Revak’s 350,000 sq. ft. headquarters in Houston provides a strategic presence and manufacturing base from which FIT can grow by leveraging its engineering workshop expertise and world-class field service capabilities, the company said.
FIT says that the acquisition of Revak is the first deal in what it expects to be a busy 12 months in terms of acquisitions. The company’s leadership team and Bluewater have already identified potential acquisition targets as it looks to build an international-scale platform to take on the rotating equipment and compressor market.
“We are delighted to have the chance to work again with Vincent Volpe and his team,” said Tom Sikorski, Founding Partner at Bluewater, who previously worked closely with Volpe having invested in Dresser-Rand. “Our experience with them at Dresser-Rand was fantastic and the potential here is even better. There is a huge opportunity in a large addressable market to start a focused compressor efficiency strategy, and this team is the best in class in that field.”
Volpe said that key clients require service in many different parts of the world for many different time zones.
“Complete service doesn’t need to be local, but there’s got to be at least a place they can call locally to get some help, and help’s only a day or two away,” Volpe said.
The goal is to have a series of parts, service and repairs facilities—not a lot of manufacturing footprint, but enough to have the ability to perform some small parts manufacturing and parts stocking in all the critical geographies.

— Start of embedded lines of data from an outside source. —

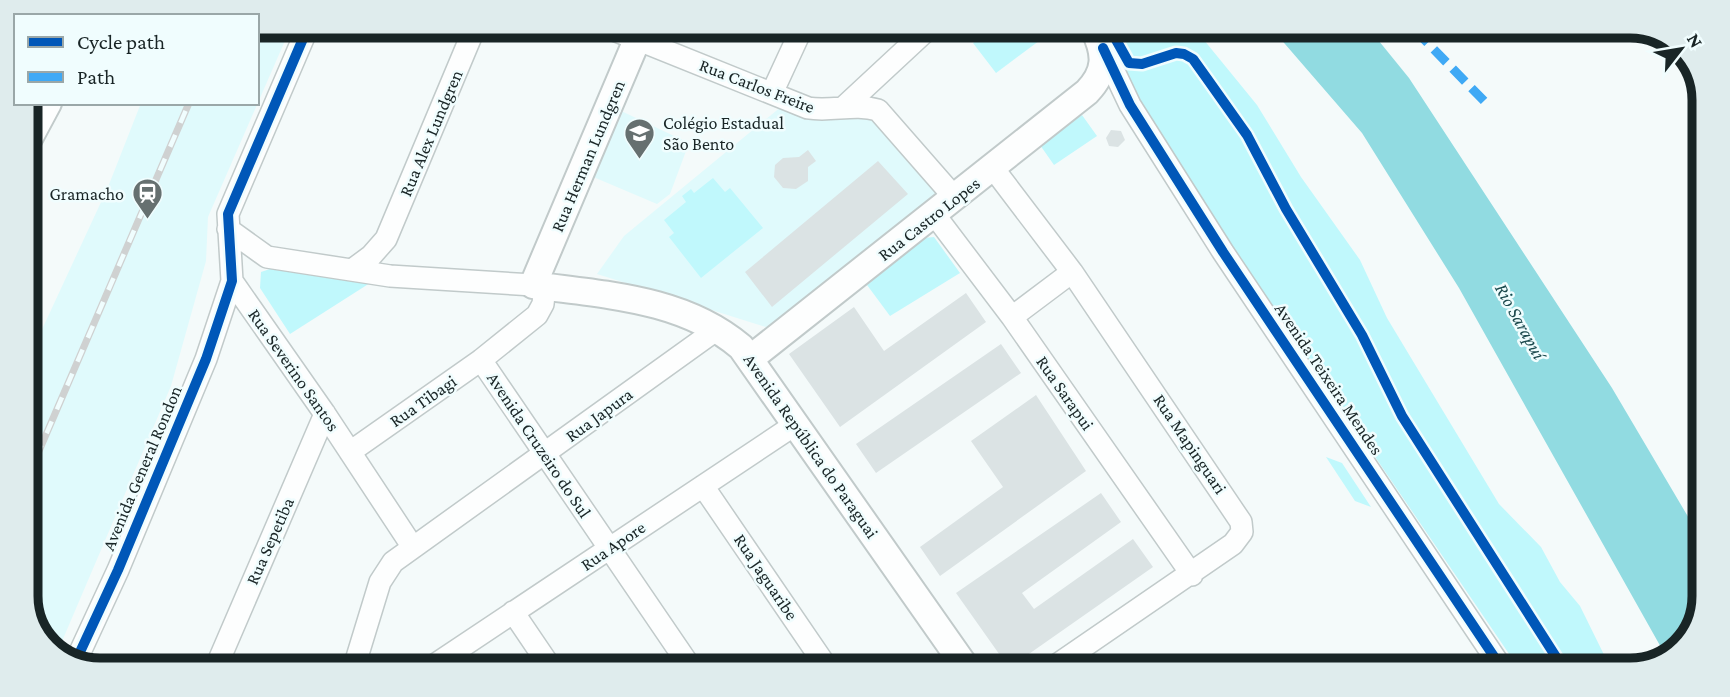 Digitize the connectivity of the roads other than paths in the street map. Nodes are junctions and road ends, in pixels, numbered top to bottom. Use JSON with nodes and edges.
{"nodes":[{"id":1,"x":303,"y":38,"type":"edge"},
{"id":2,"x":470,"y":38,"type":"edge"},
{"id":3,"x":637,"y":38,"type":"edge"},
{"id":4,"x":648,"y":38,"type":"edge"},
{"id":5,"x":797,"y":38,"type":"edge"},
{"id":6,"x":918,"y":38,"type":"edge"},
{"id":7,"x":1099,"y":39,"type":"edge"},
{"id":8,"x":1094,"y":84,"type":"junction"},
{"id":9,"x":772,"y":93,"type":"junction"},
{"id":10,"x":47,"y":105,"type":"edge"},
{"id":11,"x":1130,"y":105,"type":"junction"},
{"id":12,"x":845,"y":106,"type":"junction"},
{"id":13,"x":38,"y":122,"type":"edge"},
{"id":14,"x":993,"y":169,"type":"junction"},
{"id":15,"x":944,"y":206,"type":"junction"},
{"id":16,"x":228,"y":229,"type":"junction"},
{"id":17,"x":386,"y":239,"type":"junction"},
{"id":18,"x":267,"y":257,"type":"junction"},
{"id":19,"x":352,"y":270,"type":"junction"},
{"id":20,"x":1072,"y":272,"type":"junction"},
{"id":21,"x":395,"y":276,"type":"junction"},
{"id":22,"x":232,"y":281,"type":"junction"},
{"id":23,"x":539,"y":286,"type":"junction"},
{"id":24,"x":1012,"y":317,"type":"junction"},
{"id":25,"x":716,"y":330,"type":"junction"},
{"id":26,"x":751,"y":358,"type":"junction"},
{"id":27,"x":481,"y":360,"type":"junction"},
{"id":28,"x":326,"y":414,"type":"junction"},
{"id":29,"x":796,"y":424,"type":"junction"},
{"id":30,"x":350,"y":452,"type":"junction"},
{"id":31,"x":545,"y":454,"type":"junction"},
{"id":32,"x":703,"y":486,"type":"junction"},
{"id":33,"x":412,"y":546,"type":"junction"},
{"id":34,"x":609,"y":548,"type":"junction"},
{"id":35,"x":1192,"y":575,"type":"junction"},
{"id":36,"x":513,"y":612,"type":"junction"},
{"id":37,"x":79,"y":654,"type":"edge"},
{"id":38,"x":220,"y":658,"type":"edge"},
{"id":39,"x":357,"y":658,"type":"edge"},
{"id":40,"x":445,"y":658,"type":"edge"},
{"id":41,"x":544,"y":658,"type":"edge"},
{"id":42,"x":684,"y":658,"type":"edge"},
{"id":43,"x":820,"y":658,"type":"edge"},
{"id":44,"x":959,"y":658,"type":"edge"},
{"id":45,"x":1068,"y":658,"type":"edge"},
{"id":46,"x":1495,"y":658,"type":"edge"}],
"edges":[{"from":1,"to":16,"type":"street"},
{"from":2,"to":17,"type":"street","name":"Rua Alex Lundgren"},
{"from":3,"to":23,"type":"main road","name":"Rua Herman Lundgren"},
{"from":4,"to":9,"type":"street","name":"Rua Carlos Freire"},
{"from":5,"to":9,"type":"street"},
{"from":6,"to":12,"type":"street"},
{"from":7,"to":8,"type":"main road"},
{"from":7,"to":11,"type":"street","name":"Avenida Teixeira Mendes"},
{"from":8,"to":11,"type":"street"},
{"from":8,"to":14,"type":"main road","name":"Rua Castro Lopes"},
{"from":9,"to":12,"type":"street","name":"Rua Carlos Freire"},
{"from":10,"to":13,"type":"main road"},
{"from":11,"to":46,"type":"street","name":"Avenida Teixeira Mendes"},
{"from":12,"to":15,"type":"street","name":"Rua Carlos Freire"},
{"from":14,"to":15,"type":"main road","name":"Rua Castro Lopes"},
{"from":14,"to":20,"type":"street","name":"Rua Mapinguari"},
{"from":15,"to":24,"type":"street","name":"Rua Sarapui"},
{"from":15,"to":26,"type":"main road","name":"Rua Castro Lopes"},
{"from":16,"to":18,"type":"street","name":"Avenida República do Paraguai"},
{"from":16,"to":22,"type":"street"},
{"from":17,"to":19,"type":"street","name":"Rua Alex Lundgren"},
{"from":17,"to":21,"type":"street"},
{"from":18,"to":19,"type":"street","name":"Avenida República do Paraguai"},
{"from":18,"to":22,"type":"street"},
{"from":19,"to":21,"type":"street","name":"Avenida República do Paraguai"},
{"from":20,"to":24,"type":"street"},
{"from":20,"to":35,"type":"street","name":"Rua Mapinguari"},
{"from":21,"to":23,"type":"street","name":"Avenida República do Paraguai"},
{"from":22,"to":28,"type":"street","name":"Rua Severino Santos"},
{"from":22,"to":37,"type":"street","name":"Avenida General Rondon"},
{"from":23,"to":25,"type":"main road","name":"Avenida República do Paraguai"},
{"from":23,"to":27,"type":"street","name":"Rua Tibagi"},
{"from":24,"to":35,"type":"street","name":"Rua Sarapui"},
{"from":25,"to":26,"type":"main road","name":"Avenida República do Paraguai"},
{"from":25,"to":31,"type":"street","name":"Rua Japura"},
{"from":26,"to":29,"type":"main road","name":"Avenida República do Paraguai"},
{"from":27,"to":30,"type":"street","name":"Rua Tibagi"},
{"from":27,"to":31,"type":"street","name":"Avenida Cruzeiro do Sul"},
{"from":28,"to":30,"type":"street","name":"Rua Severino Santos"},
{"from":28,"to":38,"type":"street","name":"Rua Sepetiba"},
{"from":29,"to":32,"type":"street","name":"Rua Apore"},
{"from":29,"to":44,"type":"main road","name":"Avenida República do Paraguai"},
{"from":30,"to":33,"type":"street","name":"Rua Severino Santos"},
{"from":31,"to":33,"type":"street","name":"Rua Japura"},
{"from":31,"to":34,"type":"street","name":"Avenida Cruzeiro do Sul"},
{"from":32,"to":34,"type":"street","name":"Rua Apore"},
{"from":32,"to":43,"type":"street","name":"Rua Jaguaribe"},
{"from":33,"to":39,"type":"street","name":"Rua Japura"},
{"from":34,"to":36,"type":"street","name":"Rua Apore"},
{"from":34,"to":42,"type":"street","name":"Avenida Cruzeiro do Sul"},
{"from":35,"to":45,"type":"street","name":"Rua Mapinguari"},
{"from":36,"to":40,"type":"street","name":"Rua Apore"},
{"from":36,"to":41,"type":"street"}]} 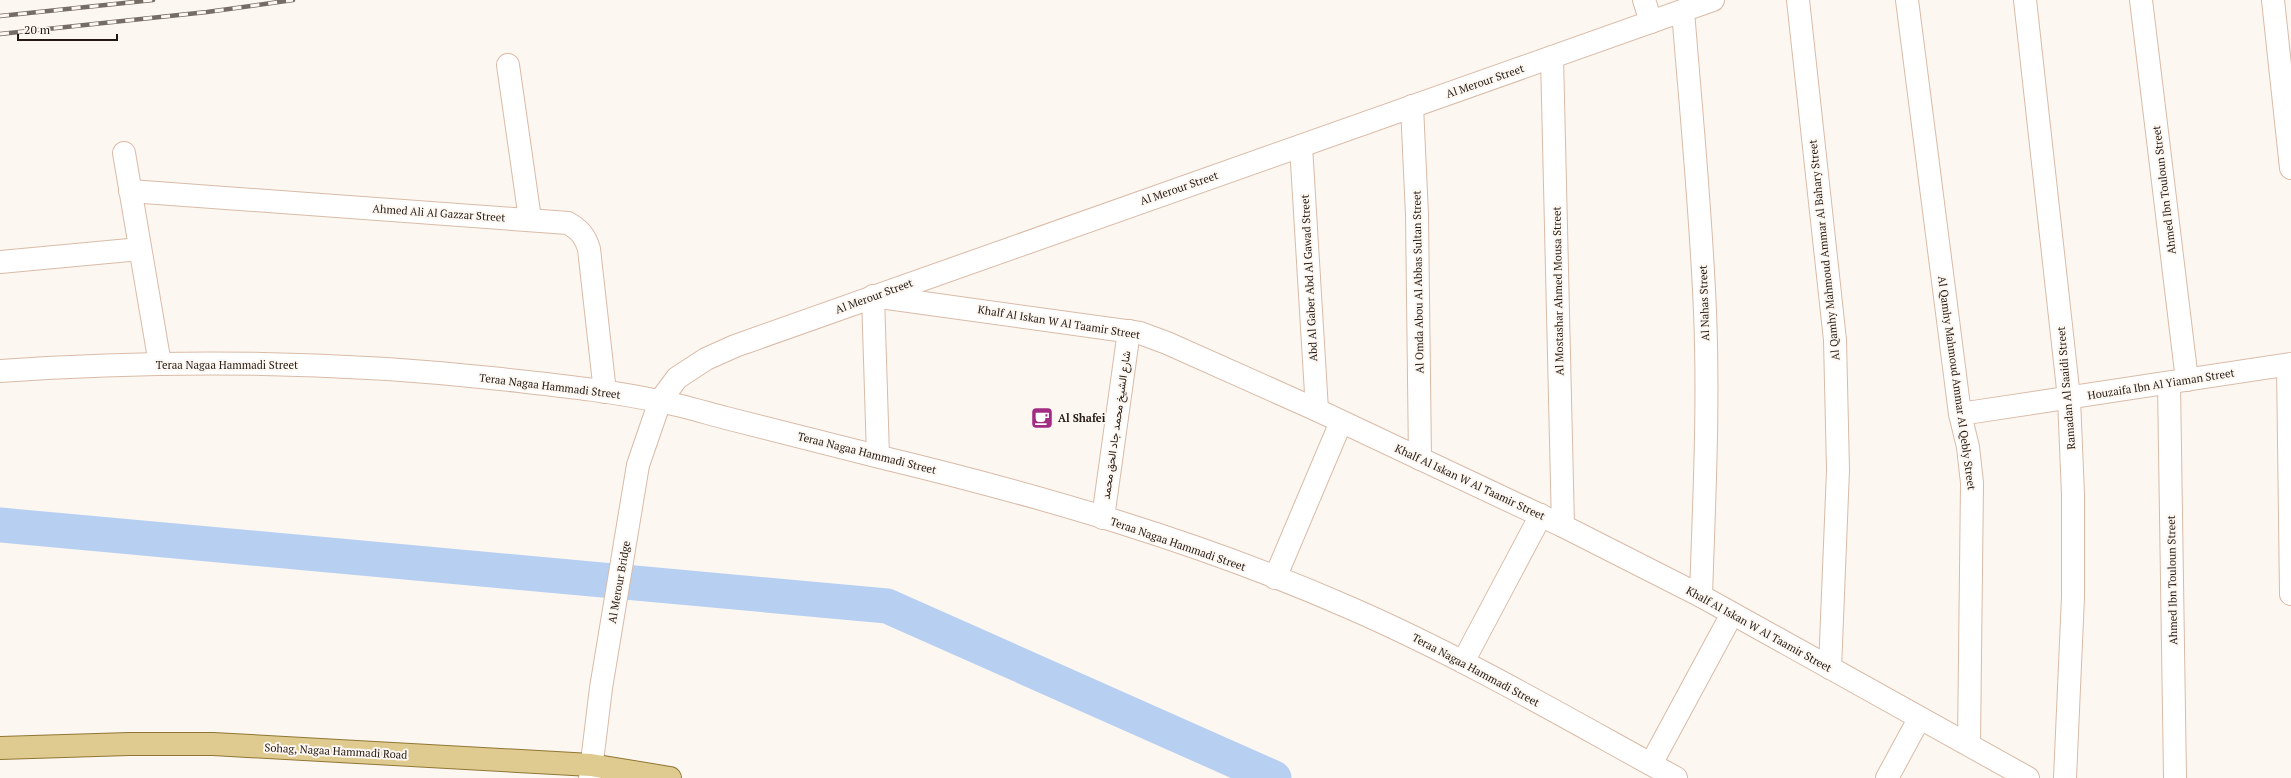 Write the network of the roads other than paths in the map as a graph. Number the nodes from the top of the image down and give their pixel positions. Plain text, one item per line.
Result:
1 (1644, 0) edge
2 (1713, 0) edge
3 (1798, 0) edge
4 (1907, 0) edge
5 (2026, 0) edge
6 (2141, 0) edge
7 (2273, 0) edge
8 (1683, 10) junction
9 (1651, 22) junction
10 (1552, 57) junction
11 (508, 65) dead end
12 (1412, 106) junction
13 (1301, 146) junction
14 (124, 153) dead end
15 (2291, 168) edge
16 (130, 192) junction
17 (530, 219) junction
18 (140, 249) junction
19 (0, 262) edge
20 (873, 296) junction
21 (1129, 331) junction
22 (160, 364) junction
23 (2289, 364) edge
24 (0, 371) edge
25 (2178, 381) junction
26 (605, 392) junction
27 (2069, 398) junction
28 (660, 401) junction
29 (1317, 410) junction
30 (1960, 414) junction
31 (1341, 422) junction
32 (878, 456) junction
33 (1420, 458) junction
34 (1541, 515) junction
35 (1103, 518) junction
36 (1563, 526) junction
37 (1276, 578) junction
38 (2291, 594) edge
39 (1701, 596) junction
40 (1732, 614) junction
41 (1463, 662) junction
42 (1830, 668) junction
43 (1919, 719) junction
44 (1969, 744) junction
45 (0, 748) edge
46 (1651, 764) junction
47 (590, 772) edge
48 (670, 778) edge
49 (1676, 778) edge
50 (1887, 778) edge
51 (2028, 778) edge
52 (2065, 778) edge
53 (2175, 778) edge

1 - 9 street
2 - 8 street, Al Merour Street
3 - 42 street, Al Qamhy Mahmoud Ammar Al Bahary Street
4 - 30 street, Al Qamhy Mahmoud Ammar Al Qebly Street
5 - 27 street, Ramadan Al Saaidi Street
6 - 25 street, Ahmed Ibn Touloun Street
7 - 15 street
8 - 9 street, Al Merour Street
8 - 39 street, Al Nahas Street
9 - 10 street, Al Merour Street
10 - 12 street, Al Merour Street
10 - 36 street, Al Mostashar Ahmed Mousa Street
11 - 17 street
12 - 13 street, Al Merour Street
12 - 33 street, Al Omda Abou Al Abbas Sultan Street
13 - 20 street, Al Merour Street
13 - 29 street, Abd Al Gaber Abd Al Gawad Street
14 - 16 street
16 - 17 street, Ahmed Ali Al Gazzar Street
16 - 18 street
17 - 26 street, Ahmed Ali Al Gazzar Street
18 - 19 street
18 - 22 street
20 - 21 street, Khalf Al Iskan W Al Taamir Street
20 - 28 street, Al Merour Street
20 - 32 street
21 - 29 street, Khalf Al Iskan W Al Taamir Street
21 - 35 street, شارع الشيخ محمد جاد الحق محمد
22 - 24 street, Teraa Nagaa Hammadi Street
22 - 26 street, Teraa Nagaa Hammadi Street
23 - 25 street, Houzaifa Ibn Al Yiaman Street
23 - 38 street
25 - 27 street, Houzaifa Ibn Al Yiaman Street
25 - 53 street, Ahmed Ibn Touloun Street
26 - 28 street, Teraa Nagaa Hammadi Street
27 - 30 street, Houzaifa Ibn Al Yiaman Street
27 - 52 street, Ramadan Al Saaidi Street
28 - 32 street, Teraa Nagaa Hammadi Street
28 - 47 street, Al Merour Bridge
29 - 31 street, Khalf Al Iskan W Al Taamir Street
30 - 44 street, Al Qamhy Mahmoud Ammar Al Qebly Street
31 - 33 street, Khalf Al Iskan W Al Taamir Street
31 - 37 street
32 - 35 street, Teraa Nagaa Hammadi Street
33 - 34 street, Khalf Al Iskan W Al Taamir Street
34 - 36 street, Khalf Al Iskan W Al Taamir Street
34 - 41 street
35 - 37 street, Teraa Nagaa Hammadi Street
36 - 39 street, Khalf Al Iskan W Al Taamir Street
37 - 41 street, Teraa Nagaa Hammadi Street
39 - 40 street, Khalf Al Iskan W Al Taamir Street
40 - 42 street, Khalf Al Iskan W Al Taamir Street
40 - 46 street
41 - 46 street, Teraa Nagaa Hammadi Street
42 - 43 street, Khalf Al Iskan W Al Taamir Street
43 - 44 street, Khalf Al Iskan W Al Taamir Street
43 - 50 street
44 - 51 street, Khalf Al Iskan W Al Taamir Street
45 - 47 main road, Sohag, Nagaa Hammadi Road
46 - 49 street, Teraa Nagaa Hammadi Street
47 - 48 main road, Sohag, Nagaa Hammadi Road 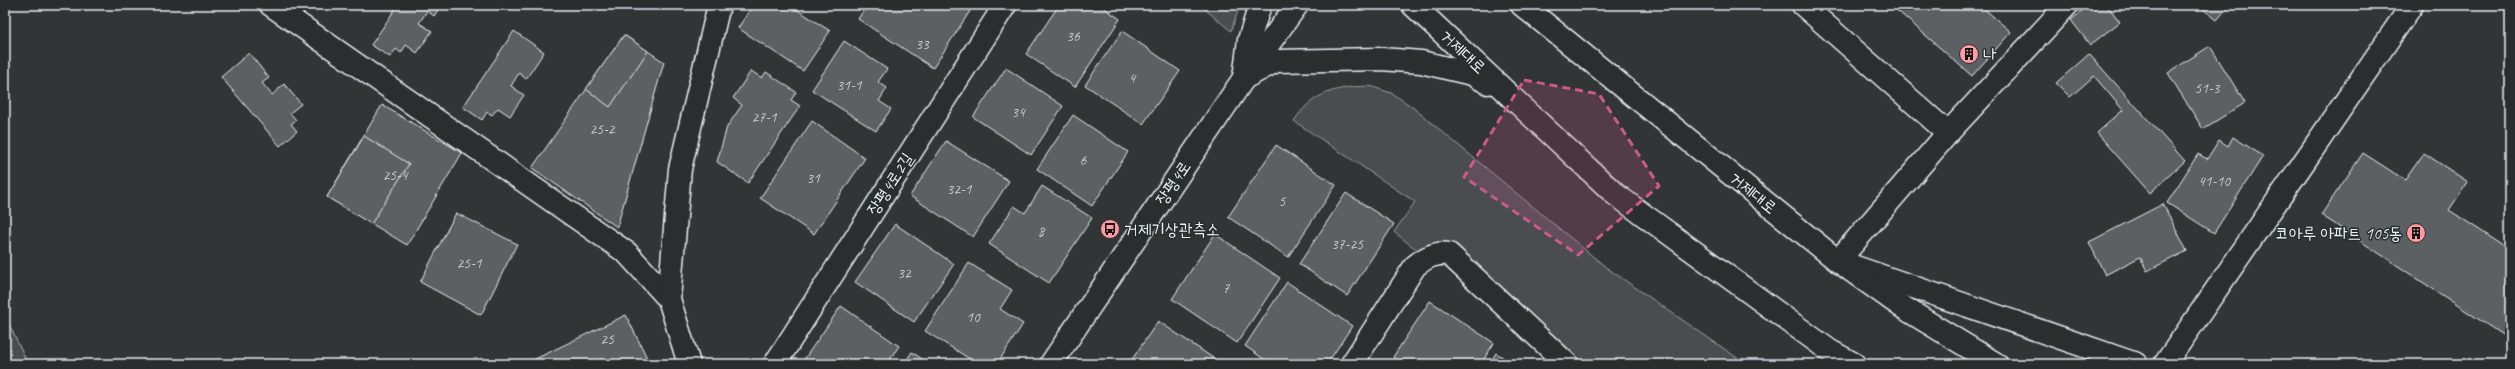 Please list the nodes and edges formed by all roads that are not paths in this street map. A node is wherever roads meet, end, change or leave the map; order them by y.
1 (271, 5) edge
2 (719, 5) edge
3 (1005, 5) edge
4 (1260, 5) edge
5 (1297, 5) edge
6 (1413, 5) edge
7 (1522, 5) edge
8 (1803, 5) edge
9 (2067, 5) edge
10 (2412, 5) edge
11 (1244, 78) junction
12 (1508, 94) junction
13 (1948, 133) junction
14 (1838, 262) junction
15 (669, 299) junction
16 (689, 364) edge
17 (775, 364) edge
18 (1052, 364) edge
19 (1352, 364) edge
20 (1567, 364) edge
21 (1854, 364) edge
22 (1996, 364) edge
23 (2136, 364) edge
24 (2165, 364) edge

1 - 15 street
2 - 15 street
3 - 17 street, 장평4로2길
4 - 11 street
5 - 11 street, 장평4로
6 - 12 street, 거제대로
7 - 14 street, 거제대로
8 - 13 street
9 - 13 street
10 - 24 street
11 - 12 street
11 - 18 street, 장평4로
12 - 21 street, 거제대로
13 - 14 street
14 - 22 street, 거제대로
14 - 23 street
15 - 16 street
19 - 20 street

The facilities will be designated by capabilities, he said. A size four facility will be able to do “everything for all products” while a size one facility may have a few service personnel, parts storage and some basic equipment.
“We do have four different templates in mind, depending on where we’re going to go in the world,” he said. “Over the next couple of years, our goal is to get to all the key places globally.”
Long-term
The company sees its market in industrial processes in general.
“There’s really a panoply of industries that all require high speed rotating equipment,” Volpe said. “Now, if you’re going to work on a compressor, because that’s the thing that’s absorbing all this power, and you have a relationship with a key client, they’re probably going to want you to take responsibility for what’s driving that machine. So it could be a motor, a gas turbine or a stewam turbine.
“So I don’t think that we’re going to be experts in everything right away. And we’re starting with large turbo compressors because that’s what we know. But we will build, and we are building quickly the project management capability as we will need to work with associated or contiguous products, like turbines, gears and motors, and take the total train responsibility.”
With a plan in place, now comes the outreach to the industry.
“This whole thing is about a need that we identified several years ago, and have thought through in a great amount of detail,” Volpe said. “It’s based on what we believe our clients’ needs are, it’s based on the environment, and it’s based on what we project our clients’ future needs will be.
“We will start to call on clients now, explain what we’ve got, what we think we can do, ask them for opportunities to either make studies for them…and them to put us on the bidders list,” he said. “We certainly have the engineering expertise. We can show them the kind of work that we can do around the engineering, design, science, solid modeling, and now we have a facility that’s ISO certified in Houston. I think the components are there…it’s going to require a lot of elbow grease now.”